Archer trovò che la serata scorresse più piacevolmente di tante altre cui aveva partecipato. Ballò con Barbara, mangiarono aragosta e concordarono sul fatto che Manet fosse meglio di Rubens, che le bollicine dello champagne facessero pizzicare il naso e che Londra non fosse più quella di una volta.

Fu Bernard Staines a raggiungere Douglas per comunicargli che il colonnello Mayhew lo stava cercando. Bernard era stato timoniere nella squadra di canottaggio dell’università quando lui ne era il campione. Aveva lo stesso fisico da volatile di allora, ma il contegno serioso, le spalle curve e gli occhiali avevano trasformato la cutrettola in un barbagianni.

«Non ti si vede mai a Oxford e a Cambridge, Douglas». A differenza di tanti vecchi compagni di Oxford, Bernard non lo chiamava mai Archer.

«Mi sento fuori posto, a dire il vero. Questi sono giorni in cui la gente vuole frequentare il proprio circolo e lasciarsi andare, senza doversi preoccupare dell’orecchio indiscreto di un poliziotto».

«Chiunque pensi che esista un solo posto in questa città in cui ci si possa sfogare senza che un poliziotto stia ad ascoltare è pazzo» osservò Bernard, con la stessa voce bassa e diffidente che aveva ingannevolmente indotto tanti a contraddirlo, sia all’università che in sala di consiglio.

«Hai ragione, Bernard. E assicurati di non dimenticarlo mai». Bernard fu lieto di essersi guadagnato l’approvazione dell’amico. Come molti che avevano raggiunto la posizione sociale cui era arrivato lui, rimpiangeva di non aver usato le proprie competenze in modo più scientifico. Il soprintendente investigativo Douglas Archer incarnava quelle nebulose ambizioni non realizzate e, benché Douglas ne fosse all’oscuro, Bernard invidiava e ammirava il suo amico.

La magione del diciottesimo secolo ospitava porte nascoste e scale anguste che permettevano ai servitori di spostarsi, silenziosi e invisibili, nei suoi meandri. Un valletto in livrea si fece da parte, mentre un altro apriva una porta mimetizzata ritagliata nel rivestimento della parete. Bernard fece strada per le scale. Al secondo piano c’era un altro domestico, un tipo alto e possente, con il naso schiacciato che spesso veniva associato ai lottatori professionisti.

«Mi è stato detto che si gioca a carte» disse Bernard.

Il tipo andò con lo sguardo da Bernard a Douglas prima di rispondere. «Sì, signore. L’altro gentiluomo è già qui». Si scansò e alle sue spalle comparve George Mayhew.

«Tutto a posto, Jefferson» disse il colonnello al domestico. «I signori sono con me».

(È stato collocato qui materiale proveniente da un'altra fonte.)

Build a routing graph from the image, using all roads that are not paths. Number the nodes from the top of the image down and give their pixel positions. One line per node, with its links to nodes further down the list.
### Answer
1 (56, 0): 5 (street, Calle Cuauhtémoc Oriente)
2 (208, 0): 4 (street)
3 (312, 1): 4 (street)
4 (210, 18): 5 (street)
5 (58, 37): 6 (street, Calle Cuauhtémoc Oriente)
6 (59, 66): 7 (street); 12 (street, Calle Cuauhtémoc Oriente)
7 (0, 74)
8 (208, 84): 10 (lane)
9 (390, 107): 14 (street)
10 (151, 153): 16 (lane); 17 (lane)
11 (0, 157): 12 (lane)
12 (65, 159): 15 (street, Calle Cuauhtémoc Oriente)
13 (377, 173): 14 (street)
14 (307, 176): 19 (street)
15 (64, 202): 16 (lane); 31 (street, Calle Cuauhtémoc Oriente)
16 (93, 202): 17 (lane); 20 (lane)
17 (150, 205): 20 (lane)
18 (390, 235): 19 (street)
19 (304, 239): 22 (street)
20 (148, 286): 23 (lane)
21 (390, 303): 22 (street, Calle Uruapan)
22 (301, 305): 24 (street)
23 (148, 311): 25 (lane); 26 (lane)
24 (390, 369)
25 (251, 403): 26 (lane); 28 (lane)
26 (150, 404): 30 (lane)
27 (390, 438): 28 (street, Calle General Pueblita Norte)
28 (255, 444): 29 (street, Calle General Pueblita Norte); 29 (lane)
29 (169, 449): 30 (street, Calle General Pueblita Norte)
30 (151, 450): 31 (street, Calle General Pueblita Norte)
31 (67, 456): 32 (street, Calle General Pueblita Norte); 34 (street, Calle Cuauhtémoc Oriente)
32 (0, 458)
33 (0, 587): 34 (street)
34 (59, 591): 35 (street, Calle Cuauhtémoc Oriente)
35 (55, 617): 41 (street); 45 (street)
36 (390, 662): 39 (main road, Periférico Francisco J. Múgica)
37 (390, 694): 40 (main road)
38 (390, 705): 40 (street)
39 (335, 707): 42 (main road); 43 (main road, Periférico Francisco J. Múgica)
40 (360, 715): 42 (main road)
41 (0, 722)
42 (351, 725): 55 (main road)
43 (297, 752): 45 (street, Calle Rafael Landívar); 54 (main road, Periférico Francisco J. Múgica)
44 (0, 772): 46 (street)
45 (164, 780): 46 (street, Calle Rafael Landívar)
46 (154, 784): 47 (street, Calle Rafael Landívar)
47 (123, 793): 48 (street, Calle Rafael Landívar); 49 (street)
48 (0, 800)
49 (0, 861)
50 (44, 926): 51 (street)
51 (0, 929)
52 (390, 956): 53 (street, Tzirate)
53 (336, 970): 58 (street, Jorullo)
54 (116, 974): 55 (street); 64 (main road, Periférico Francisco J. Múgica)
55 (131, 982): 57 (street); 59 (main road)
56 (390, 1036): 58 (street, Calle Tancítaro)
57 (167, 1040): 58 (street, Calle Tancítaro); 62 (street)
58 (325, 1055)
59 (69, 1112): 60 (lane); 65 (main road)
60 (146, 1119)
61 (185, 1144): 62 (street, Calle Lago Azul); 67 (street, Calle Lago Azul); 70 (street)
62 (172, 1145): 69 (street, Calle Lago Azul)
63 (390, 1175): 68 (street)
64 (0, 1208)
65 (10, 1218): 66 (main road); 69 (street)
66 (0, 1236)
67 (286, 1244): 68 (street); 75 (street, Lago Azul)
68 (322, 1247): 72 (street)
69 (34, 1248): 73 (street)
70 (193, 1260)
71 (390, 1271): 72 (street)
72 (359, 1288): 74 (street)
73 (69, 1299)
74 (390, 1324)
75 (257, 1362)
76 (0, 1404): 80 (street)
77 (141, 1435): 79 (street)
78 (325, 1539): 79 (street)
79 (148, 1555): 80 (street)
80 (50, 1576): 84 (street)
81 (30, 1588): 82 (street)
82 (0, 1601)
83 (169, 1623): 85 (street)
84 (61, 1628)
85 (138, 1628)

I tre uomini percorsero un corridoio in ombra, oltrepassarono una grande sala da biliardo e diverse stanze con i mobili coperti di polvere. Douglas non dubitava affatto che quei luoghi un tempo avessero ospitato un giro di gioco d’azzardo illegale con poste altissime, difficile da individuare o sgominare. La sala in fondo al corridoio era illuminata. Mayhew li condusse all’interno.

La luce proveniva da una sola lampada ad arco, con il paralume di vetro verde. Proiettava un cono di luce gialla su un tavolo da gioco, lasciando il resto della stanza in una misteriosa giungla verdeggiante e tetra su cui si affacciavano le teste decapitate di enormi erbivori. Seduta all’antico tavolo da gioco, il volto inondato di luce riflessa, si stagliava l’inconfondibile sagoma di Sir Robert Benson. Douglas lo conosceva solo di fama: un uomo potente nelle sale di Whitehall, che schivava qualsiasi pubblicità e vinceva ogni diatriba senza mai alzare la voce. Di recente, Douglas aveva sentito parecchi chiedersi come facesse l’augusto Sir Robert a sopportare la sua nuova posizione, ridotto com’era a una specie di passacarte per il commissariato generale per l’amministrazione e la giustizia tedesco, che aveva inglobato gli uffici più vitali degli Affari interni. Douglas si chiese se quella serata non avrebbe fornito una risposta all’interrogativo.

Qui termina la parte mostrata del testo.